State May Not Finance GEM Fest 2018

The Georgian Electronic Music Festival (GEM Fest) might not be funded from the state budget next year.

The information was released by the Minister of Economy of Georgia Giorgi Gakharia, who believes that it would be a "bad idea" to finance the festival in future.

“Tourism support will continue in 2018, but my position is that the electronic music festival GEM Fest should not be state-funded again," Gakharia said.

He added that the project Check in Georgia will most likely continue, but there will be serious discussion as to its effectiveness.

"The participation of the private sector has significantly increased in this project. Our task is simple: to reduce state funding and increase the participation of the private sector in this and other similar programs," he said.

Giorgi Sigua, the founder and the organizer of GEM Fest, claims the event is sure to take place in 2018, but with less funding.
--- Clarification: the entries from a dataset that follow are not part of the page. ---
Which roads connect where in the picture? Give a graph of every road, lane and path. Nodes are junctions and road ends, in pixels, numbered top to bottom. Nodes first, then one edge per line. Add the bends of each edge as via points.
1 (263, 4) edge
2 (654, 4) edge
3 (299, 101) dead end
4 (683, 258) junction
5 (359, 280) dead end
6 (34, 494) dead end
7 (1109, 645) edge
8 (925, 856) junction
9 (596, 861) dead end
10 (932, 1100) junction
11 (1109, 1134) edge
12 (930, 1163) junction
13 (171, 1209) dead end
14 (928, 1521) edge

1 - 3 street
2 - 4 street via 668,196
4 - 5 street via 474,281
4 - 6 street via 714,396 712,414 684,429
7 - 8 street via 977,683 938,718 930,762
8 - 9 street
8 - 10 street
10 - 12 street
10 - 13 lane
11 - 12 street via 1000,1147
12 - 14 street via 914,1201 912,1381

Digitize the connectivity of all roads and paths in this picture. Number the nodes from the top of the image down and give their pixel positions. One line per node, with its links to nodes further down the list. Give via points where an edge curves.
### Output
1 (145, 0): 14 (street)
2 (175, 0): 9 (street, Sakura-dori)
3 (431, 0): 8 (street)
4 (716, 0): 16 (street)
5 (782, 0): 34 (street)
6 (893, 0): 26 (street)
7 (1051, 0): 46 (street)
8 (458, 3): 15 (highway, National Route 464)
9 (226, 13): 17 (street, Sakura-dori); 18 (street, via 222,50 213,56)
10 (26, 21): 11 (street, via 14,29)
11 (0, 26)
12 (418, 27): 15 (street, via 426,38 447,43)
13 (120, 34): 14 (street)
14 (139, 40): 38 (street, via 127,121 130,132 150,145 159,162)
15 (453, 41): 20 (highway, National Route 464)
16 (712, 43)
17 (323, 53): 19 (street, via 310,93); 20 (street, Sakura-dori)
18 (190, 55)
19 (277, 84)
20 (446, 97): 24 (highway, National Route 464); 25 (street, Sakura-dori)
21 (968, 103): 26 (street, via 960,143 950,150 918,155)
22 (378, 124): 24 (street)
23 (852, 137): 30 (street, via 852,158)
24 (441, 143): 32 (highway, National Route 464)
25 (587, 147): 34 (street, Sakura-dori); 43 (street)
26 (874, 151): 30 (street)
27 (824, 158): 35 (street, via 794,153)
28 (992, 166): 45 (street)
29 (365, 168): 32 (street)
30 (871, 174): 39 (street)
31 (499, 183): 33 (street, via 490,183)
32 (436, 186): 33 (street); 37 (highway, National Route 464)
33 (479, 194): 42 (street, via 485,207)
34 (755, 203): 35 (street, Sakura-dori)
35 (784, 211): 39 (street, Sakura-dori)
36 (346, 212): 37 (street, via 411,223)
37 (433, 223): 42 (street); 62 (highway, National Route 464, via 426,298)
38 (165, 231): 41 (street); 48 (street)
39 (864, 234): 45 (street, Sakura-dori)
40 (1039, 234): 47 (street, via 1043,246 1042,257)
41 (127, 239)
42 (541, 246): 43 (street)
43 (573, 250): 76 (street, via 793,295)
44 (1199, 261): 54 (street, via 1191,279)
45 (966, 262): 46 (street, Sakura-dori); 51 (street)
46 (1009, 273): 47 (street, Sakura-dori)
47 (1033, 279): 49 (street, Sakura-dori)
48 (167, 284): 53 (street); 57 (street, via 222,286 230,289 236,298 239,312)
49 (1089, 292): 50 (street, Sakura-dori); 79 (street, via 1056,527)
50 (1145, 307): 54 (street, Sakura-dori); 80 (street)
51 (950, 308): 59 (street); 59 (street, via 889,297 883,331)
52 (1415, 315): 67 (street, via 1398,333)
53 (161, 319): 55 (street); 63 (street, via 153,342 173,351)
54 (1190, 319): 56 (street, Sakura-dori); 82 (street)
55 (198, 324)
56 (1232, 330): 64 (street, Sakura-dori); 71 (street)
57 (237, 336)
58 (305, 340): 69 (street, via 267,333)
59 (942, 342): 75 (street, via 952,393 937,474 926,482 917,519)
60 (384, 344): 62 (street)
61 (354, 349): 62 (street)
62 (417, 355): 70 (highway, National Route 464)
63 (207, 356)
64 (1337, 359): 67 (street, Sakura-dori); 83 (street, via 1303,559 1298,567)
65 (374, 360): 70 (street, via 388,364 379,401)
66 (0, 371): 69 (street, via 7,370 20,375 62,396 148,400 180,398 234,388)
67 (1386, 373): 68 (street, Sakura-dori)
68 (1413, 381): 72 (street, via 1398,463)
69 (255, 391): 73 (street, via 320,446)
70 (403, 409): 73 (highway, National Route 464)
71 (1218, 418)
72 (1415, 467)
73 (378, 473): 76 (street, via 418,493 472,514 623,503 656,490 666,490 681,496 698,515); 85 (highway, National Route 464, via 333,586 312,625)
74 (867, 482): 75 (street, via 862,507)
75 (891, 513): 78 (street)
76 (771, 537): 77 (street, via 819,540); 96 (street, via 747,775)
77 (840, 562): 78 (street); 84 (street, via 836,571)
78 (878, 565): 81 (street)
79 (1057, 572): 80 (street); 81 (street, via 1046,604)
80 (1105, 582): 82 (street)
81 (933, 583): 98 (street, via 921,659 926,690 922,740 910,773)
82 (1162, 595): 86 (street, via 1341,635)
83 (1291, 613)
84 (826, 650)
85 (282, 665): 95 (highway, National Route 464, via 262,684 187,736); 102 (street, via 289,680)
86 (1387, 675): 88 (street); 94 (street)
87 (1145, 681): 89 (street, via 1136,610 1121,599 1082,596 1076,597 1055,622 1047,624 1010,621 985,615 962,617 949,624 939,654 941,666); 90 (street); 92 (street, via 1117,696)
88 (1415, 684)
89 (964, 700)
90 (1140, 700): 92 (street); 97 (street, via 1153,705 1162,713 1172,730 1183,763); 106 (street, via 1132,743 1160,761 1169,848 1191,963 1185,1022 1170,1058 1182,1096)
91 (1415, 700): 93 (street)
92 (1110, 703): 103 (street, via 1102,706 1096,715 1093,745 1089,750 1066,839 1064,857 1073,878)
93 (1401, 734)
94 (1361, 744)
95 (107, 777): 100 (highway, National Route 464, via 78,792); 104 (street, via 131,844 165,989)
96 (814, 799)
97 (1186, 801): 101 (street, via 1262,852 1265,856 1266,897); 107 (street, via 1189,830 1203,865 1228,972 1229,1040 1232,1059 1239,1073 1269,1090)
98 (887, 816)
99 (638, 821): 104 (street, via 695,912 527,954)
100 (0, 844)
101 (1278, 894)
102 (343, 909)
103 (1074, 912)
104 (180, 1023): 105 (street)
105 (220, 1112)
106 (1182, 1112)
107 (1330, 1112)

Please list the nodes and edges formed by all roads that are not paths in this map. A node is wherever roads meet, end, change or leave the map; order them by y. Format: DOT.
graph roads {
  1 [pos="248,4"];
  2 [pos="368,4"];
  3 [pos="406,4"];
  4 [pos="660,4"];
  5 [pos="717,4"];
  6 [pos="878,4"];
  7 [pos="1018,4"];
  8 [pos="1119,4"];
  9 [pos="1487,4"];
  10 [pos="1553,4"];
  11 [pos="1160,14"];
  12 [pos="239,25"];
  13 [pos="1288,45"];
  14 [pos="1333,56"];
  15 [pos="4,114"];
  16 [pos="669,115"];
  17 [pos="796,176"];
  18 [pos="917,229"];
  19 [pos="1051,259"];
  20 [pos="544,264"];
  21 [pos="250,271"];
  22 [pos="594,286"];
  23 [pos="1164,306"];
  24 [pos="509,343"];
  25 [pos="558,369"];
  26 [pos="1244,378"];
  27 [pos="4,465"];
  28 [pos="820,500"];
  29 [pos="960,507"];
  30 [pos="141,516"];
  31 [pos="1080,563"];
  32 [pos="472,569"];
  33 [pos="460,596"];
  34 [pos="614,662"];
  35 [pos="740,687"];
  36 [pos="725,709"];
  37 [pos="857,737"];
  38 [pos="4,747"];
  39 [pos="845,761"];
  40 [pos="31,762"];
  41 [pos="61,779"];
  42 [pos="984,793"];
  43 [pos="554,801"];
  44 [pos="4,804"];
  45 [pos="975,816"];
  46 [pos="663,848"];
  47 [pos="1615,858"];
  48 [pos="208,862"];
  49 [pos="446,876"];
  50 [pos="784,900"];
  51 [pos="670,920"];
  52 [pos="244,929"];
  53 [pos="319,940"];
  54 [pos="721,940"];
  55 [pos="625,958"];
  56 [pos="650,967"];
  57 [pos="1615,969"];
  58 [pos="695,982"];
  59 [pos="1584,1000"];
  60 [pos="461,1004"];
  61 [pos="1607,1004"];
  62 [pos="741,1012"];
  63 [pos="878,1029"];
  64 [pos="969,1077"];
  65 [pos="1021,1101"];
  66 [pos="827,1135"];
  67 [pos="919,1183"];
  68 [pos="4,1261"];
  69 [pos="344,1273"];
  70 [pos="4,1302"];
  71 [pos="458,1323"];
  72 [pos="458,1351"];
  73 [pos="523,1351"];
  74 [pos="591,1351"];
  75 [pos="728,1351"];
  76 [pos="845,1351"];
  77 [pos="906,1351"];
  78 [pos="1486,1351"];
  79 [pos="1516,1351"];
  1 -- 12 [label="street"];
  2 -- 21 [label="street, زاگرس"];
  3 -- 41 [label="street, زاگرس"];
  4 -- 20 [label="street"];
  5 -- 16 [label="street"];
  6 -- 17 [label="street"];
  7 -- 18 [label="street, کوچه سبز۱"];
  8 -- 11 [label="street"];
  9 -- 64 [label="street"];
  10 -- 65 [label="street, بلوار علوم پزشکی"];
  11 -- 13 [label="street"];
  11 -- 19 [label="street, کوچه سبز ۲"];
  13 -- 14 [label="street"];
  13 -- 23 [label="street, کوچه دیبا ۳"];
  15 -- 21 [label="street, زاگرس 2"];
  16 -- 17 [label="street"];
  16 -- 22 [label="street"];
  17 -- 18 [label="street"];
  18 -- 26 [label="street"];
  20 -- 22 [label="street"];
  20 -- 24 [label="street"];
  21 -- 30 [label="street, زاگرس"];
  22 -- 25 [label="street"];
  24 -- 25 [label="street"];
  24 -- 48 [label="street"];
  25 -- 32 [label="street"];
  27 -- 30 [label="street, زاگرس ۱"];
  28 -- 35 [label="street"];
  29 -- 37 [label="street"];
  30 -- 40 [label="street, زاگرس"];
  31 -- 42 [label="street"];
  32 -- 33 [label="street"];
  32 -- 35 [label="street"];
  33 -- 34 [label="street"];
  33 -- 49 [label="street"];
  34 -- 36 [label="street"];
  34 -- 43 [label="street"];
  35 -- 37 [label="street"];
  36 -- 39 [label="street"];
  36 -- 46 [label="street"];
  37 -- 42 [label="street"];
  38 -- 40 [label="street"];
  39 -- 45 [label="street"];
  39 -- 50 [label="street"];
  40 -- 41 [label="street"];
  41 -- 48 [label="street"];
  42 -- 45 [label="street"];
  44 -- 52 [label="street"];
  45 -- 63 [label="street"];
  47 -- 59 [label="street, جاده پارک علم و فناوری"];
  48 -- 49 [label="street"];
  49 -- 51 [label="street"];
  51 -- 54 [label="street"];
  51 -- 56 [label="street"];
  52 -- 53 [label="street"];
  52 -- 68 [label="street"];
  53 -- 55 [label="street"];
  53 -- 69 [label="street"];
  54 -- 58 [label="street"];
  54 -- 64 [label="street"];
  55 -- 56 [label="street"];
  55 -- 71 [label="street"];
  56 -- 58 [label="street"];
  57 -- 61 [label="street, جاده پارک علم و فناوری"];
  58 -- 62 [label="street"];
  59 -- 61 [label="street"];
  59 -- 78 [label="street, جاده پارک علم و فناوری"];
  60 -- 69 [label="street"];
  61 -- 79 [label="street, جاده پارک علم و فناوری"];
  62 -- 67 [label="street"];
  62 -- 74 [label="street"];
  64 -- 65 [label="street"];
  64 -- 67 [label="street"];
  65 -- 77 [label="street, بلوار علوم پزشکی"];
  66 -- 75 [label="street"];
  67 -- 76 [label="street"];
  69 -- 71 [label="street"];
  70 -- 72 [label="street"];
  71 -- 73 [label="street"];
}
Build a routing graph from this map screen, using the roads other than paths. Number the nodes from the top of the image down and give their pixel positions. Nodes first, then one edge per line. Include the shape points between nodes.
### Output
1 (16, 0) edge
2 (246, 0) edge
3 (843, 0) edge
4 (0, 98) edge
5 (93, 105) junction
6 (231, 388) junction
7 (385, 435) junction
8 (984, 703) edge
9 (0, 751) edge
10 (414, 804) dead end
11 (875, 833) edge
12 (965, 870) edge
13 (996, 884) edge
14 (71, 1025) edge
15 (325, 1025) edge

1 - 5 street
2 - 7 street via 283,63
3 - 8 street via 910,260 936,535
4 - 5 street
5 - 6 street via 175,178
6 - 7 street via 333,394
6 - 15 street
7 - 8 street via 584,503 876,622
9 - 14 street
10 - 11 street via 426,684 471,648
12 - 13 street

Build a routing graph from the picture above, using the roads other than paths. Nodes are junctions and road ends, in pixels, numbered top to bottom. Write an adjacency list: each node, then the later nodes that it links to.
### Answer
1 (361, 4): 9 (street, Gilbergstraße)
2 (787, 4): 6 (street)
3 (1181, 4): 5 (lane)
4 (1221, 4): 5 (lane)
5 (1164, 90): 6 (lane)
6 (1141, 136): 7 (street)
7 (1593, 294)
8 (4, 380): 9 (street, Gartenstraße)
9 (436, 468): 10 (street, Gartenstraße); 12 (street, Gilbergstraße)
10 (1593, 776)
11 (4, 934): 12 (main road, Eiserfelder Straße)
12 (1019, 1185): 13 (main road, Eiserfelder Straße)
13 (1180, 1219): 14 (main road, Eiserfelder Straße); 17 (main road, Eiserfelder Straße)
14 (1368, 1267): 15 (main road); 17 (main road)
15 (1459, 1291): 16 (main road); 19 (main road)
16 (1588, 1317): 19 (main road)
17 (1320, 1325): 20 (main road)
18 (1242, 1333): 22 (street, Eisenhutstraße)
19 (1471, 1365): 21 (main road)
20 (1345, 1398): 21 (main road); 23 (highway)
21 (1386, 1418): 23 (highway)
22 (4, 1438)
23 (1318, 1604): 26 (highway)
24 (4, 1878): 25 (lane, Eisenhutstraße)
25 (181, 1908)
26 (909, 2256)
“It is up to the State to finance our project or not. GEM Fest was created with private investment in 2015 and no state co-financing was had at that time. We, like many other projects, received state funding only after the Check in Georgia Project was launched in 2016,” he stated.

Sigua added that if state funding is removed from the picture, a smaller event will be organized than this year, which will last for 4-5 days instead of one month.

“GEM Fest will be planned and held regardless, whether we receive state funding or not,” he emphasized.

The month-long electronic music festival was held for the third time in Georgia from July 14 to August 14 in Georgia’s Black Sea town of Anaklia.

Despite the large number of world-famous artists and DJs, this year the festival experienced numerous problems, including the death of a 22-year old girl and poisoning of more than 20 others, allegedly due to psychoactive drug ‘Bio’ or Gamma-Hydroxybutyrate (GHB), which has been seen increasingly throughout Georgia of late.

Another problem was alleged financial violations during the festival, for which the Investigative Department of the Ministry of Finance of Georgia launched an investigation in August.

Due to these financial issues, around 300 employees of the festival complained they had not received their salaries.

Sigua denied the allegations of embezzlement of festival funds, adding all employees would get paid.

He said he brought over 500 artists to perform at the festival, assuring media that the allocated state funds had been used to pay them as agreed with the State.